- [Work to be completed] Please reproduce all the data exactly as written and omit the pictures.

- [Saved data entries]
-=-=-
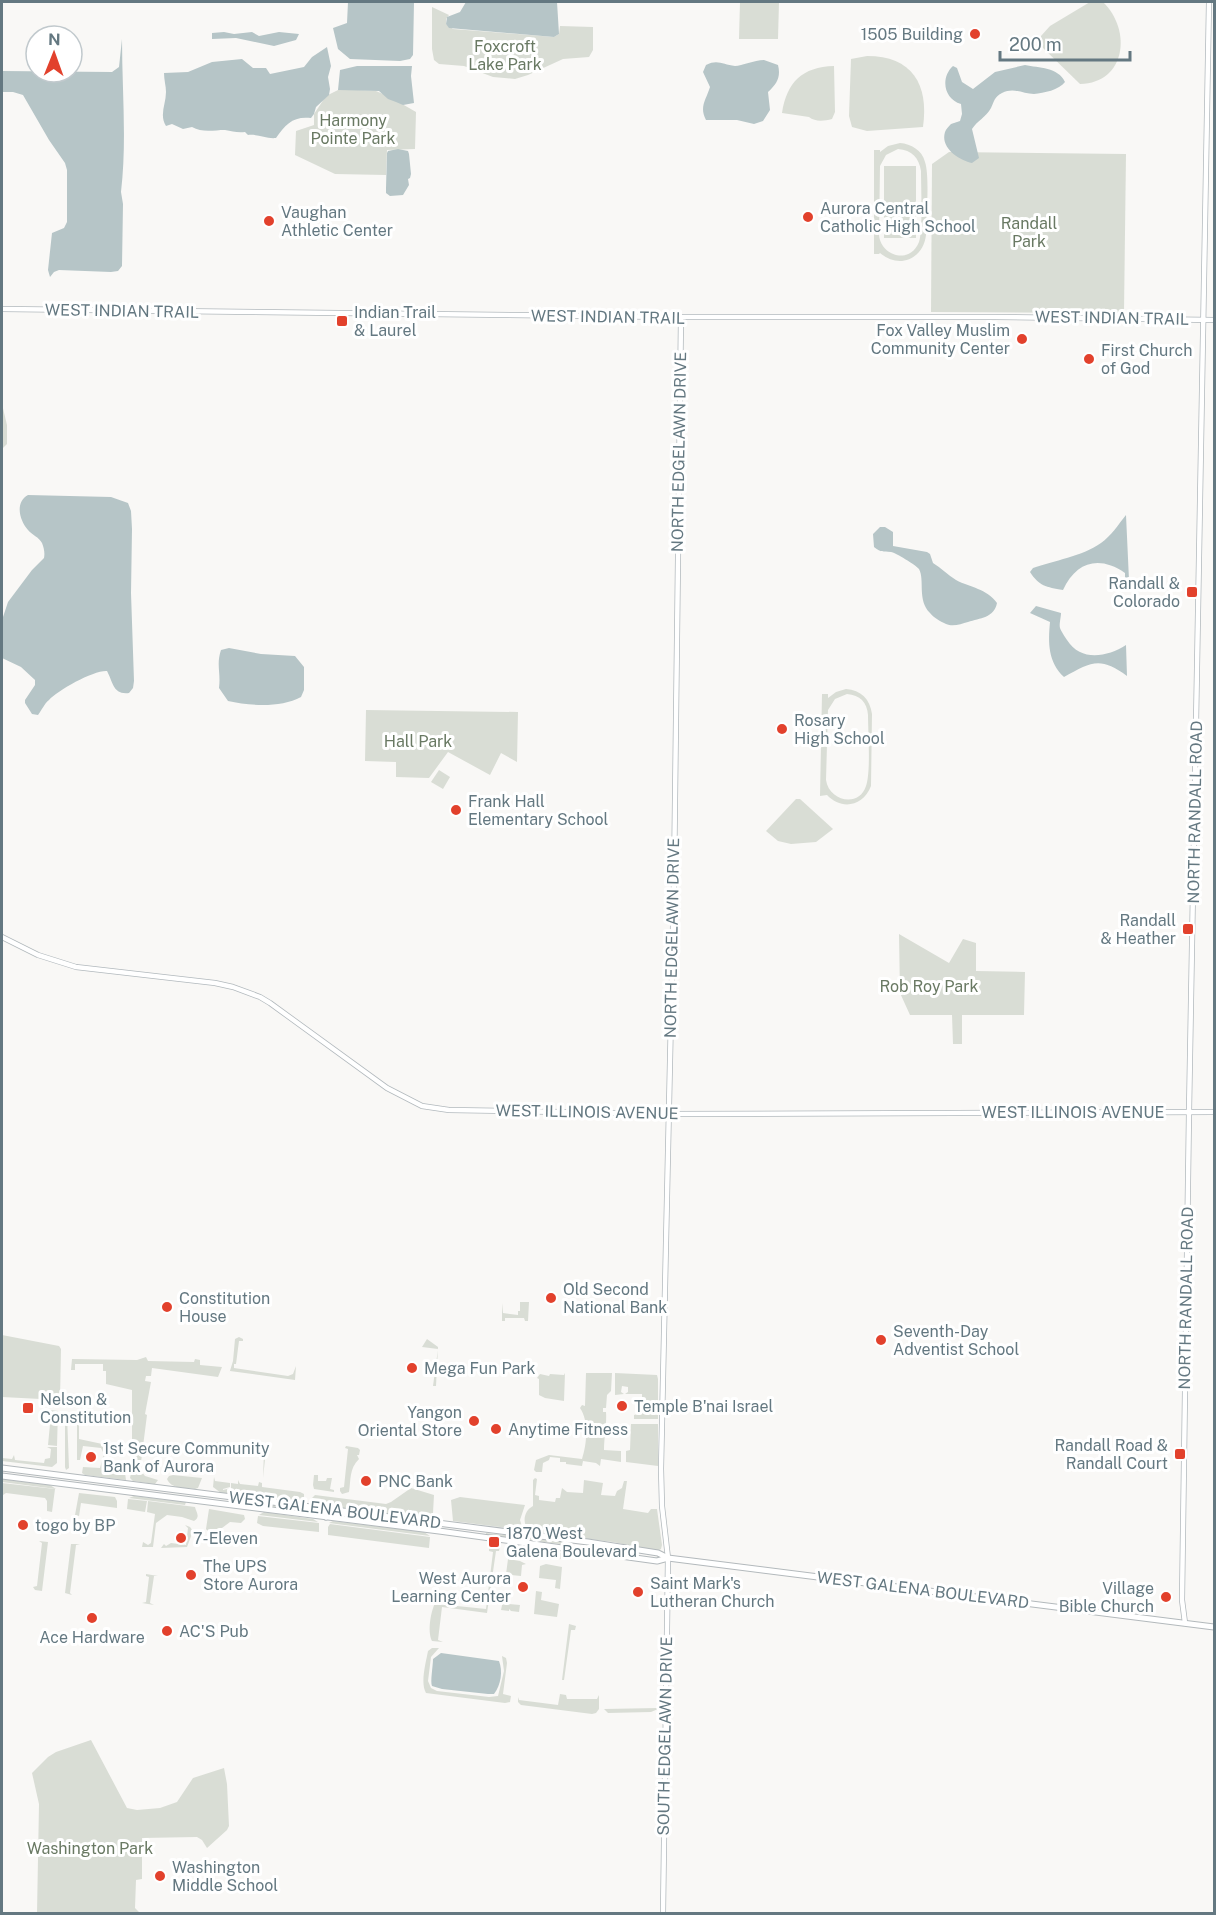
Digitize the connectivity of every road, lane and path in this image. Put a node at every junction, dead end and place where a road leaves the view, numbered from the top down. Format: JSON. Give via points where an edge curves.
{"nodes":[{"id":1,"x":1209,"y":2,"type":"edge"},
{"id":2,"x":2,"y":309,"type":"edge"},
{"id":3,"x":681,"y":317,"type":"junction"},
{"id":4,"x":1203,"y":320,"type":"junction"},
{"id":5,"x":1215,"y":320,"type":"edge"},
{"id":6,"x":2,"y":937,"type":"edge"},
{"id":7,"x":1189,"y":1112,"type":"junction"},
{"id":8,"x":1215,"y":1112,"type":"edge"},
{"id":9,"x":669,"y":1114,"type":"junction"},
{"id":10,"x":2,"y":1468,"type":"edge"},
{"id":11,"x":2,"y":1476,"type":"edge"},
{"id":12,"x":370,"y":1514,"type":"junction"},
{"id":13,"x":325,"y":1517,"type":"junction"},
{"id":14,"x":588,"y":1542,"type":"junction"},
{"id":15,"x":572,"y":1549,"type":"junction"},
{"id":16,"x":668,"y":1558,"type":"junction"},
{"id":17,"x":1185,"y":1623,"type":"junction"},
{"id":18,"x":1215,"y":1627,"type":"edge"},
{"id":19,"x":663,"y":1914,"type":"edge"}],
"edges":[{"from":1,"to":4,"type":"main road","name":"NORTH RANDALL ROAD"},
{"from":2,"to":3,"type":"main road","name":"WEST INDIAN TRAIL"},
{"from":3,"to":4,"type":"main road","name":"WEST INDIAN TRAIL"},
{"from":3,"to":9,"type":"main road","name":"NORTH EDGELAWN DRIVE"},
{"from":4,"to":5,"type":"main road","name":"WEST INDIAN TRAIL"},
{"from":4,"to":7,"type":"main road","name":"NORTH RANDALL ROAD"},
{"from":6,"to":9,"type":"main road","name":"WEST ILLINOIS AVENUE","via":[[38,955],[76,967],[215,983],[260,998],[387,1088],[422,1106],[449,1110]]},
{"from":7,"to":8,"type":"main road","name":"WEST ILLINOIS AVENUE"},
{"from":7,"to":9,"type":"main road","name":"WEST ILLINOIS AVENUE"},
{"from":7,"to":17,"type":"main road","name":"NORTH RANDALL ROAD","via":[[1182,1600]]},
{"from":9,"to":16,"type":"main road","name":"NORTH EDGELAWN DRIVE","via":[[661,1469]]},
{"from":10,"to":12,"type":"main road","name":"WEST GALENA BOULEVARD"},
{"from":11,"to":13,"type":"main road","name":"WEST GALENA BOULEVARD"},
{"from":12,"to":13,"type":"main road","via":[[331,1513]]},
{"from":12,"to":14,"type":"main road","name":"WEST GALENA BOULEVARD"},
{"from":13,"to":15,"type":"main road","name":"WEST GALENA BOULEVARD"},
{"from":14,"to":15,"type":"main road","via":[[575,1544]]},
{"from":14,"to":16,"type":"main road","name":"WEST GALENA BOULEVARD"},
{"from":15,"to":16,"type":"main road","name":"WEST GALENA BOULEVARD","via":[[657,1561]]},
{"from":16,"to":17,"type":"main road","name":"WEST GALENA BOULEVARD"},
{"from":16,"to":19,"type":"main road","name":"SOUTH EDGELAWN DRIVE"},
{"from":17,"to":18,"type":"main road","name":"WEST GALENA BOULEVARD"}]}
-=-=-
- [Written solution]
Digitize the connectivity of every road, lane and path in this image. Put a node at every junction, dead end and place where a road leaves the view, numbered from the top down. Format: JSON. Give via points where an edge curves.
{"nodes":[{"id":1,"x":1209,"y":2,"type":"edge"},
{"id":2,"x":2,"y":309,"type":"edge"},
{"id":3,"x":681,"y":317,"type":"junction"},
{"id":4,"x":1203,"y":320,"type":"junction"},
{"id":5,"x":1215,"y":320,"type":"edge"},
{"id":6,"x":2,"y":937,"type":"edge"},
{"id":7,"x":1189,"y":1112,"type":"junction"},
{"id":8,"x":1215,"y":1112,"type":"edge"},
{"id":9,"x":669,"y":1114,"type":"junction"},
{"id":10,"x":2,"y":1468,"type":"edge"},
{"id":11,"x":2,"y":1476,"type":"edge"},
{"id":12,"x":370,"y":1514,"type":"junction"},
{"id":13,"x":325,"y":1517,"type":"junction"},
{"id":14,"x":588,"y":1542,"type":"junction"},
{"id":15,"x":572,"y":1549,"type":"junction"},
{"id":16,"x":668,"y":1558,"type":"junction"},
{"id":17,"x":1185,"y":1623,"type":"junction"},
{"id":18,"x":1215,"y":1627,"type":"edge"},
{"id":19,"x":663,"y":1914,"type":"edge"}],
"edges":[{"from":1,"to":4,"type":"main road","name":"NORTH RANDALL ROAD"},
{"from":2,"to":3,"type":"main road","name":"WEST INDIAN TRAIL"},
{"from":3,"to":4,"type":"main road","name":"WEST INDIAN TRAIL"},
{"from":3,"to":9,"type":"main road","name":"NORTH EDGELAWN DRIVE"},
{"from":4,"to":5,"type":"main road","name":"WEST INDIAN TRAIL"},
{"from":4,"to":7,"type":"main road","name":"NORTH RANDALL ROAD"},
{"from":6,"to":9,"type":"main road","name":"WEST ILLINOIS AVENUE","via":[[38,955],[76,967],[215,983],[260,998],[387,1088],[422,1106],[449,1110]]},
{"from":7,"to":8,"type":"main road","name":"WEST ILLINOIS AVENUE"},
{"from":7,"to":9,"type":"main road","name":"WEST ILLINOIS AVENUE"},
{"from":7,"to":17,"type":"main road","name":"NORTH RANDALL ROAD","via":[[1182,1600]]},
{"from":9,"to":16,"type":"main road","name":"NORTH EDGELAWN DRIVE","via":[[661,1469]]},
{"from":10,"to":12,"type":"main road","name":"WEST GALENA BOULEVARD"},
{"from":11,"to":13,"type":"main road","name":"WEST GALENA BOULEVARD"},
{"from":12,"to":13,"type":"main road","via":[[331,1513]]},
{"from":12,"to":14,"type":"main road","name":"WEST GALENA BOULEVARD"},
{"from":13,"to":15,"type":"main road","name":"WEST GALENA BOULEVARD"},
{"from":14,"to":15,"type":"main road","via":[[575,1544]]},
{"from":14,"to":16,"type":"main road","name":"WEST GALENA BOULEVARD"},
{"from":15,"to":16,"type":"main road","name":"WEST GALENA BOULEVARD","via":[[657,1561]]},
{"from":16,"to":17,"type":"main road","name":"WEST GALENA BOULEVARD"},
{"from":16,"to":19,"type":"main road","name":"SOUTH EDGELAWN DRIVE"},
{"from":17,"to":18,"type":"main road","name":"WEST GALENA BOULEVARD"}]}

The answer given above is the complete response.